Quand on parvient à percevoir le Soi comme quelque chose d’irrationnel, qui est, tout en demeurant indéfinissable, auquel le Moi ne s’oppose pas et auquel le Moi n’est point soumis, mais auquel il est adjoint et autour duquel il tourne en quelque sorte comme la terre autour du soleil, le but de l’individuation est alors atteint. J’utilise à dessein l’expression « percevoir le Soi » pour bien marquer combien la relation du Moi au Soi relève de la sensation. A ce sujet, nous ne saurions en connaître davantage, car nous ne pouvons absolument rien dire des contenus du Soi. Le Moi est le seul contenu du Soi que nous puissions connaître. Le Moi qui a parcouru son individuation, le Moi individué, se ressent comme l’objet d’un sujet qui l’englobe.
La mémoire intérieure
Cette image intrapsychique ou imago procède d’une double appartenance, les influences des parents d’une part et les réactions spécifiques de l’enfant d’autre part ; elle est donc une image qui ne reproduit son modèle que de façon fort conditionnelle. L’être naïf n’en porte pas moins naturellement en lui la conviction que ses parents sont tels qu’il se les représente et qu’ils se confondent à l’image qu’il s’en fait. L’image intérieure se trouve inconsciemment projetée et, lorsque les parents viennent à mourir, elle demeure active et dynamique, comme si elle était un esprit existant en soi. Les primitifs parlent alors d’esprits des morts qui reviennent les hanter la nuit (les « revenants ») ; les modernes, eux, appellent cela le complexe du père et de la mère.

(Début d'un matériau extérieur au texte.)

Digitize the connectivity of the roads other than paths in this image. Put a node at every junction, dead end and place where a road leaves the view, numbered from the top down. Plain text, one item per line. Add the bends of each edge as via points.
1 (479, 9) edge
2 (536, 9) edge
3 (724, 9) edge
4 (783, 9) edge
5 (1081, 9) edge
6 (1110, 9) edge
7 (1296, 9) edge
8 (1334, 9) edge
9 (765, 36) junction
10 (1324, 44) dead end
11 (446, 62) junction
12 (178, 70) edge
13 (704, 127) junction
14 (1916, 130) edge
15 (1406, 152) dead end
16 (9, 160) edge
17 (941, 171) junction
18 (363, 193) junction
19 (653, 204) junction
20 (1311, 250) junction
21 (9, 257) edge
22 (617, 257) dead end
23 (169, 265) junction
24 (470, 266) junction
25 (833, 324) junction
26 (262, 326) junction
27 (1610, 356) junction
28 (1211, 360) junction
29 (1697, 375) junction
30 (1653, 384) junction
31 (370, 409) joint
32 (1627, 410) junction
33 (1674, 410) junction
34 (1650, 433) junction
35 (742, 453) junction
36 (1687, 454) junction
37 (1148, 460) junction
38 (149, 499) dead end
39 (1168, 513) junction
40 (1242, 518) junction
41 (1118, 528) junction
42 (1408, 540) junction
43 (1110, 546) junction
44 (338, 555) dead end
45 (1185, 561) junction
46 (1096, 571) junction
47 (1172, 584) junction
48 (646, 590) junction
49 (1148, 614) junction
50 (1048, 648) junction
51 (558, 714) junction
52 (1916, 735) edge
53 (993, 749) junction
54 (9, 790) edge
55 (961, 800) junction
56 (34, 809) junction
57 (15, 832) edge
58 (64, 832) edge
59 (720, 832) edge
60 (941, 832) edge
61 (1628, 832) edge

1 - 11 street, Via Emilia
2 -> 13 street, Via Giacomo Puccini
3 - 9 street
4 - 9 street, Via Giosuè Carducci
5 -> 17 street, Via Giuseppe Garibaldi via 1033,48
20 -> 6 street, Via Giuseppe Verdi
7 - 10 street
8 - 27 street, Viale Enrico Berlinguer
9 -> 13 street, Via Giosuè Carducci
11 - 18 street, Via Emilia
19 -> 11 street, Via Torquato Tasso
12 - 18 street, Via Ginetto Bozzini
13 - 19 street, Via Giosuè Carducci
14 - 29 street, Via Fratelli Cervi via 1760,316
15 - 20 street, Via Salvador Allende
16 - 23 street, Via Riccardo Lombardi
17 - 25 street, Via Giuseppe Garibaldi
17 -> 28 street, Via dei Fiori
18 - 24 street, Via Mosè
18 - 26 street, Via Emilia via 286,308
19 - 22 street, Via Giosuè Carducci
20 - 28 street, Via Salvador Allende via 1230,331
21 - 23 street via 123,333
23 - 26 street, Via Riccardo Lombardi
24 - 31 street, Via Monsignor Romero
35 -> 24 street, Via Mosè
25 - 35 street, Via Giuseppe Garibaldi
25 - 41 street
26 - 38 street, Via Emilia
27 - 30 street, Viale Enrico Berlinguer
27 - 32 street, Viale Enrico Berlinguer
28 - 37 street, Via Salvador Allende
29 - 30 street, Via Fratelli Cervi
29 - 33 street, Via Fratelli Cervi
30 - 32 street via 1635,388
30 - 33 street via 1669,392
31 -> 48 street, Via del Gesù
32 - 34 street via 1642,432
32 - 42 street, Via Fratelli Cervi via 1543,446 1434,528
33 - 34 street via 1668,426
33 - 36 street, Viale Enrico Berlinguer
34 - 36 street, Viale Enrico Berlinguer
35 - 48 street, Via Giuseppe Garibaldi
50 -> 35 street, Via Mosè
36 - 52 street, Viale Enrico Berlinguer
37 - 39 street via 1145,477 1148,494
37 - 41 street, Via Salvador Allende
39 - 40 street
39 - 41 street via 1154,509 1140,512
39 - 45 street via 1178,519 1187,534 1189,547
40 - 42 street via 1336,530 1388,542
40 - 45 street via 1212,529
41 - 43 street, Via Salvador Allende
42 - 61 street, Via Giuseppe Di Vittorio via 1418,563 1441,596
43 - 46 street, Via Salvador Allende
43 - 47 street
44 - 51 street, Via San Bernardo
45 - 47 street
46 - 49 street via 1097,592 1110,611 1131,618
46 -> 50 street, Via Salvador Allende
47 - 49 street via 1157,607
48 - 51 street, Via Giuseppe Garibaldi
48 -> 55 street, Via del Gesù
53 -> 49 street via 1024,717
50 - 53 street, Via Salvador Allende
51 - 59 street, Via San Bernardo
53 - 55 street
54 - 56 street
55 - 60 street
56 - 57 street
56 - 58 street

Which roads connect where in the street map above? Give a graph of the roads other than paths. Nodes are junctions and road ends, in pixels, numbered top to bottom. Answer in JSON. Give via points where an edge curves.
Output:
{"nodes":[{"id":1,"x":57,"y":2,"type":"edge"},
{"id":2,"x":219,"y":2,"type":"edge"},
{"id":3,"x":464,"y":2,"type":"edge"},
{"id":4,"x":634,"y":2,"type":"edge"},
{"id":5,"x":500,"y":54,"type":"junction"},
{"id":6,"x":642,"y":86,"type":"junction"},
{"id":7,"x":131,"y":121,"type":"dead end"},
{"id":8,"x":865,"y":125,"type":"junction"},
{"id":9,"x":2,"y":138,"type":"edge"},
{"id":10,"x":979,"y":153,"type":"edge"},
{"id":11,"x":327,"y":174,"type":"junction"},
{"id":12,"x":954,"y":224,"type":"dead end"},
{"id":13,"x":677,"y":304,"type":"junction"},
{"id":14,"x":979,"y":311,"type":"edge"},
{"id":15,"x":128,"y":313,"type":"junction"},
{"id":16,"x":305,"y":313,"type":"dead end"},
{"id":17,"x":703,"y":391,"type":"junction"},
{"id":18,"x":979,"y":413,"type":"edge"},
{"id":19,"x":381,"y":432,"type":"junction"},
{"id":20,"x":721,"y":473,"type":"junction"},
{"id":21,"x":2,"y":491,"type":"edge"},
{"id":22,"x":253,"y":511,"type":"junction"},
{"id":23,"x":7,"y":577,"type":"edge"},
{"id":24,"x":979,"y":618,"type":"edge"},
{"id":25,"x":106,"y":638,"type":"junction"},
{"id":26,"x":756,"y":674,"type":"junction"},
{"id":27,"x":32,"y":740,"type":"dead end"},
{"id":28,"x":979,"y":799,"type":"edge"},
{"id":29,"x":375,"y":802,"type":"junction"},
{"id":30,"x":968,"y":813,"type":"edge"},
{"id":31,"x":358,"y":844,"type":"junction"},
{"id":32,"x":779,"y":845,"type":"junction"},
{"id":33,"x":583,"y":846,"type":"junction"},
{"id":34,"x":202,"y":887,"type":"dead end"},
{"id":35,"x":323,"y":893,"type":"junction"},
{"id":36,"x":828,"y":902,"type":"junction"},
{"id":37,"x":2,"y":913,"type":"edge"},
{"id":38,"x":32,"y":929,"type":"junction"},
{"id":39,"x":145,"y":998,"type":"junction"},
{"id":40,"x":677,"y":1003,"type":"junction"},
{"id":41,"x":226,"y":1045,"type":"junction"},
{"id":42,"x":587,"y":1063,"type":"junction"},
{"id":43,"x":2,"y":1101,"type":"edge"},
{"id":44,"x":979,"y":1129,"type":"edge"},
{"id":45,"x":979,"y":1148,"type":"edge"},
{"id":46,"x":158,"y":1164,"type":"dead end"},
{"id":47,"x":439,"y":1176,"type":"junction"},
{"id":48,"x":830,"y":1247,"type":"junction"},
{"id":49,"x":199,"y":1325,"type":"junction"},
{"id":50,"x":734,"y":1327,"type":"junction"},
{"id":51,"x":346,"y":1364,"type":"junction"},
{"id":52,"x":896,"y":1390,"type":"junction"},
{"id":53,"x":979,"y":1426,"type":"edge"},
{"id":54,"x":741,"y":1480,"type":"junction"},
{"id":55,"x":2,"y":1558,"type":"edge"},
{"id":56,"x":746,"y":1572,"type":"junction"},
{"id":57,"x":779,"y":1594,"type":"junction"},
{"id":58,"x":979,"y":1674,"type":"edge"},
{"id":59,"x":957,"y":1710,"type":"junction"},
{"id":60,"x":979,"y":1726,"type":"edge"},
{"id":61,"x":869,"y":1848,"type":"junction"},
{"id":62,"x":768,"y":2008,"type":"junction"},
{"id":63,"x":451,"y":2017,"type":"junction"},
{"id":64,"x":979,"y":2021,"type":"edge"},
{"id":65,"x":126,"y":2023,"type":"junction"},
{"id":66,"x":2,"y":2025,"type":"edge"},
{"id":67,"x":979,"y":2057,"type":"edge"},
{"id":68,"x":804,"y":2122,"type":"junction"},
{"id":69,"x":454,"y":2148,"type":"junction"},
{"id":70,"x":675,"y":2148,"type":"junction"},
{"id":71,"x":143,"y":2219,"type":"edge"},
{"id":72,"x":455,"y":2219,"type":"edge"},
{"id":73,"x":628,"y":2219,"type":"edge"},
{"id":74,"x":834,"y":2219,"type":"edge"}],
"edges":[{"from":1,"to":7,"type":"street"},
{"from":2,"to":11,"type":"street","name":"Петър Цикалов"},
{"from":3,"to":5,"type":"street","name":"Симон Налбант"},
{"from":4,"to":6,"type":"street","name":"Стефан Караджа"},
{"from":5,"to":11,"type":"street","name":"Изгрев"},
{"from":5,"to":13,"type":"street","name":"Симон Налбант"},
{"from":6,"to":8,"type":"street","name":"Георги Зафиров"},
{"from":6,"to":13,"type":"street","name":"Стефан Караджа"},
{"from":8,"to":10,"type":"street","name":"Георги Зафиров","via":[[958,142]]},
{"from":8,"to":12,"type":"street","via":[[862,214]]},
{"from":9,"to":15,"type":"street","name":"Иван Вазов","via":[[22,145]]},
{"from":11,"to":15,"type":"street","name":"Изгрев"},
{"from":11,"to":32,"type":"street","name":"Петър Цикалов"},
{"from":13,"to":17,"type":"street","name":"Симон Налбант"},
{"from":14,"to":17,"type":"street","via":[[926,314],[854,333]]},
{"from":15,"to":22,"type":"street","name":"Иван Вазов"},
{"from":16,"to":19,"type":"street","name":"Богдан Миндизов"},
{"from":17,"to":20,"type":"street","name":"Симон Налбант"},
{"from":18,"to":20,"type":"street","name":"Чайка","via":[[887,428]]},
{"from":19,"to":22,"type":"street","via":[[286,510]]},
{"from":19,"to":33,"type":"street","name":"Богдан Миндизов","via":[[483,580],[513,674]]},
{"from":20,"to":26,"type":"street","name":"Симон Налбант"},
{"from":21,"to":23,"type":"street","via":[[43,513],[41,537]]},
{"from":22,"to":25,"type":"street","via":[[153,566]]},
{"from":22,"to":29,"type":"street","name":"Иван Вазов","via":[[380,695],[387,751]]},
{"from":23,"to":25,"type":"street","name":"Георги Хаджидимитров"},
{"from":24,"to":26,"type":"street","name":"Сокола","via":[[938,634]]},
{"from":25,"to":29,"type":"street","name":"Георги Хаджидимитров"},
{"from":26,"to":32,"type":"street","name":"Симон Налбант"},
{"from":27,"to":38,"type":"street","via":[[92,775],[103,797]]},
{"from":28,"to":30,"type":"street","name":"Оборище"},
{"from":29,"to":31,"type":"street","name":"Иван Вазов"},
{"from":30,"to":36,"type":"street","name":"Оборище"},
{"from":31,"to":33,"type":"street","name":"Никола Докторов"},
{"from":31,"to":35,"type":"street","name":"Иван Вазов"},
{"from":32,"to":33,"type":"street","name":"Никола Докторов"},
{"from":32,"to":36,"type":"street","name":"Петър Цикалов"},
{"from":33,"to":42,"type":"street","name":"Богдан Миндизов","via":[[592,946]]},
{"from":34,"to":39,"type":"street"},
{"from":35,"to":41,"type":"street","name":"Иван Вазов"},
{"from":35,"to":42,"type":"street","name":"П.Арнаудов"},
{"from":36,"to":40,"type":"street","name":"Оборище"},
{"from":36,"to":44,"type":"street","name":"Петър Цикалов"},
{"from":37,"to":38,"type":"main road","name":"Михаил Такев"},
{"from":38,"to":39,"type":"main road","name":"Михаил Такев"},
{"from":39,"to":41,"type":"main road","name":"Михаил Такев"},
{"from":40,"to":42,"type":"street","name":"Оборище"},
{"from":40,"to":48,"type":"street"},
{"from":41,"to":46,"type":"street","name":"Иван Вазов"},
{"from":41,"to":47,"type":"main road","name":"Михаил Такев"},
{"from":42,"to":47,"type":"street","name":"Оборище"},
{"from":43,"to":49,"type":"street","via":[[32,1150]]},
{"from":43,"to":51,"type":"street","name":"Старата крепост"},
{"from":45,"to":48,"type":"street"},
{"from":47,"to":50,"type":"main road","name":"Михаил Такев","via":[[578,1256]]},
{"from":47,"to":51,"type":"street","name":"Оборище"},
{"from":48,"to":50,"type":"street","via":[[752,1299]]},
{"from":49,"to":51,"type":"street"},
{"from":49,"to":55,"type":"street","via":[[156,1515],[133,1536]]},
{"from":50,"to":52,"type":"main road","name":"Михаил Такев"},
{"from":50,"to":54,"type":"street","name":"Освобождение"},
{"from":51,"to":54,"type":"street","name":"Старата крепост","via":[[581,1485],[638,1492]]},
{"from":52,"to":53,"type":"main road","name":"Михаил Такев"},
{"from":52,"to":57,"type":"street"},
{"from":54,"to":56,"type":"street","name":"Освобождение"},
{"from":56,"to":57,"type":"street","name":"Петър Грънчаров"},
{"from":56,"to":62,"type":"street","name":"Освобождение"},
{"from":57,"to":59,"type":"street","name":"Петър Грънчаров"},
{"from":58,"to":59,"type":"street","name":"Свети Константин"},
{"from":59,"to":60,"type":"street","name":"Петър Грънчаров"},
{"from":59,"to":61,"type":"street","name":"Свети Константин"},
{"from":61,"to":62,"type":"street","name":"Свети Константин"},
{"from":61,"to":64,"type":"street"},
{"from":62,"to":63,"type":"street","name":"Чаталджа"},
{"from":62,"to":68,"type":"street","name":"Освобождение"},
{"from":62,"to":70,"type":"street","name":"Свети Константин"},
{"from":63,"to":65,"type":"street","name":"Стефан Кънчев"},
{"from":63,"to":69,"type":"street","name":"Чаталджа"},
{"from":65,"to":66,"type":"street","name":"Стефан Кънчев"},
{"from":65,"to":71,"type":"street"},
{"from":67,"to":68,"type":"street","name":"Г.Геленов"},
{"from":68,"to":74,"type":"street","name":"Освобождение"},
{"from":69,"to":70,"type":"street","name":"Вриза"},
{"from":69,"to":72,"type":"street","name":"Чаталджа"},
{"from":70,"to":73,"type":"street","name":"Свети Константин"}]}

Christ et Bouddha, deux figures reconstruites
Le Christ aussi - comme le Bouddha - est une incarnation du Soi, mais dans un sens tout différent. Tous deux ont dominé en eux le monde : le Bouddha, pourrait-on dire, par une compréhension rationnelle, le Christ en devenant victime selon le destin ; dans le christianisme cela est plutôt subi : dans le bouddhisme cela est plutôt contemplé et fait. L'un et l'autre sont justes ; mais dans le sens indien, l'homme plus complet, c'est le Bouddha. Il est une personnalité historique et par conséquent plus compréhensible pour l'homme.

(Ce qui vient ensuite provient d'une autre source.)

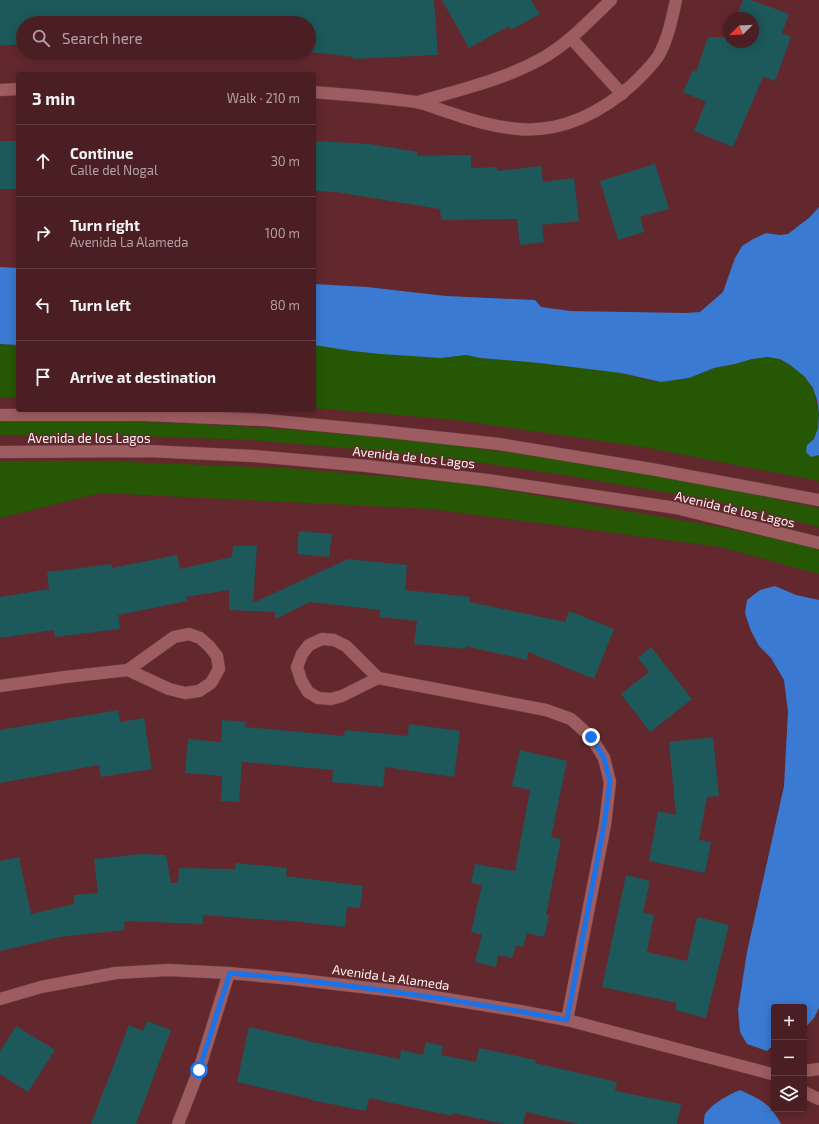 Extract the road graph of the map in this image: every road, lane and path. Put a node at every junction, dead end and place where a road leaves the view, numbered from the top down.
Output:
1 (611, 0) edge
2 (676, 0) edge
3 (572, 38) junction
4 (16, 89) edge
5 (0, 90) edge
6 (316, 92) edge
7 (622, 94) junction
8 (418, 102) junction
9 (0, 415) edge
10 (0, 452) edge
11 (819, 500) edge
12 (819, 543) edge
13 (128, 670) junction
14 (378, 678) junction
15 (0, 686) edge
16 (230, 973) junction
17 (0, 999) edge
18 (567, 1020) junction
19 (819, 1069) edge
20 (807, 1071) edge
21 (771, 1074) edge
22 (807, 1093) edge
23 (819, 1099) edge
24 (178, 1124) edge

1 - 3 street
2 - 7 street
3 - 7 street
3 - 8 street
4 - 5 street
6 - 8 street
7 - 8 street
9 - 11 street, Avenida de los Lagos
10 - 12 street, Avenida de los Lagos
13 - 13 street
13 - 15 street
14 - 14 street
14 - 18 street
16 - 17 street, Avenida La Alameda
16 - 18 street, Avenida La Alameda
16 - 24 street
18 - 21 street, Avenida La Alameda
19 - 20 street
22 - 23 street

Plus tard il s'est produit dans le bouddhisme la même transformation que dans le christianisme : le Bouddha devint, pour ainsi dire, l'imago de la réalisation du Soi, un modèle que l'on imite, alors que lui-même avait proclamé qu'en arrivant à vaincre la chaîne des nidânas, chaque individu peut devenir l’illuminé, un bouddha. Il, en va de même dans le christianisme. Le Christ est le modèle qui vit dans chaque chrétien, expression de sa personnalité totale.